### [Your goal]
Top to bottom, every record is to be copied word for word.

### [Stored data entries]
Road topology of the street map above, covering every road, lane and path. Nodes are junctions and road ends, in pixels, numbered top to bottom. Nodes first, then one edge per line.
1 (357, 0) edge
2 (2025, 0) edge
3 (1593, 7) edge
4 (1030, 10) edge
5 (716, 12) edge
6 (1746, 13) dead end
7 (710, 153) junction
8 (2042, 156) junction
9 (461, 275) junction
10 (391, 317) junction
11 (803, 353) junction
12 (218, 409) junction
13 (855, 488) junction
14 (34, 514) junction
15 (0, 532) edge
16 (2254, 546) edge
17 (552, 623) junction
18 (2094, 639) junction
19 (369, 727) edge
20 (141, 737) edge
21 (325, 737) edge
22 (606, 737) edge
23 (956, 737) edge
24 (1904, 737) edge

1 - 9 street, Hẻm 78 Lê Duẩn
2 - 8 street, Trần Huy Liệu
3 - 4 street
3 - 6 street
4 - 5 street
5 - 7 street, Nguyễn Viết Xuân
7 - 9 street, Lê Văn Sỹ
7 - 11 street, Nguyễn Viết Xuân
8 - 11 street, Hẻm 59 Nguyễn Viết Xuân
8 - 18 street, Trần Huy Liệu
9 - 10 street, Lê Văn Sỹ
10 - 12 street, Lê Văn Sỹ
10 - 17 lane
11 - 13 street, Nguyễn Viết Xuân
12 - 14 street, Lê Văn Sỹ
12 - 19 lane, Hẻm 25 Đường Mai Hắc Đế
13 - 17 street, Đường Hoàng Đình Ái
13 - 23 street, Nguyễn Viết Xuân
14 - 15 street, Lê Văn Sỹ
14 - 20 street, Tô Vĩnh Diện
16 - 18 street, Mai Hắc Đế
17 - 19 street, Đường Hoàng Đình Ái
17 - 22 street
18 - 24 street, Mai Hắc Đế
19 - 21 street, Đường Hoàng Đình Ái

### [Task result]
Road topology of the street map above, covering every road, lane and path. Nodes are junctions and road ends, in pixels, numbered top to bottom. Nodes first, then one edge per line.
1 (357, 0) edge
2 (2025, 0) edge
3 (1593, 7) edge
4 (1030, 10) edge
5 (716, 12) edge
6 (1746, 13) dead end
7 (710, 153) junction
8 (2042, 156) junction
9 (461, 275) junction
10 (391, 317) junction
11 (803, 353) junction
12 (218, 409) junction
13 (855, 488) junction
14 (34, 514) junction
15 (0, 532) edge
16 (2254, 546) edge
17 (552, 623) junction
18 (2094, 639) junction
19 (369, 727) edge
20 (141, 737) edge
21 (325, 737) edge
22 (606, 737) edge
23 (956, 737) edge
24 (1904, 737) edge

1 - 9 street, Hẻm 78 Lê Duẩn
2 - 8 street, Trần Huy Liệu
3 - 4 street
3 - 6 street
4 - 5 street
5 - 7 street, Nguyễn Viết Xuân
7 - 9 street, Lê Văn Sỹ
7 - 11 street, Nguyễn Viết Xuân
8 - 11 street, Hẻm 59 Nguyễn Viết Xuân
8 - 18 street, Trần Huy Liệu
9 - 10 street, Lê Văn Sỹ
10 - 12 street, Lê Văn Sỹ
10 - 17 lane
11 - 13 street, Nguyễn Viết Xuân
12 - 14 street, Lê Văn Sỹ
12 - 19 lane, Hẻm 25 Đường Mai Hắc Đế
13 - 17 street, Đường Hoàng Đình Ái
13 - 23 street, Nguyễn Viết Xuân
14 - 15 street, Lê Văn Sỹ
14 - 20 street, Tô Vĩnh Diện
16 - 18 street, Mai Hắc Đế
17 - 19 street, Đường Hoàng Đình Ái
17 - 22 street
18 - 24 street, Mai Hắc Đế
19 - 21 street, Đường Hoàng Đình Ái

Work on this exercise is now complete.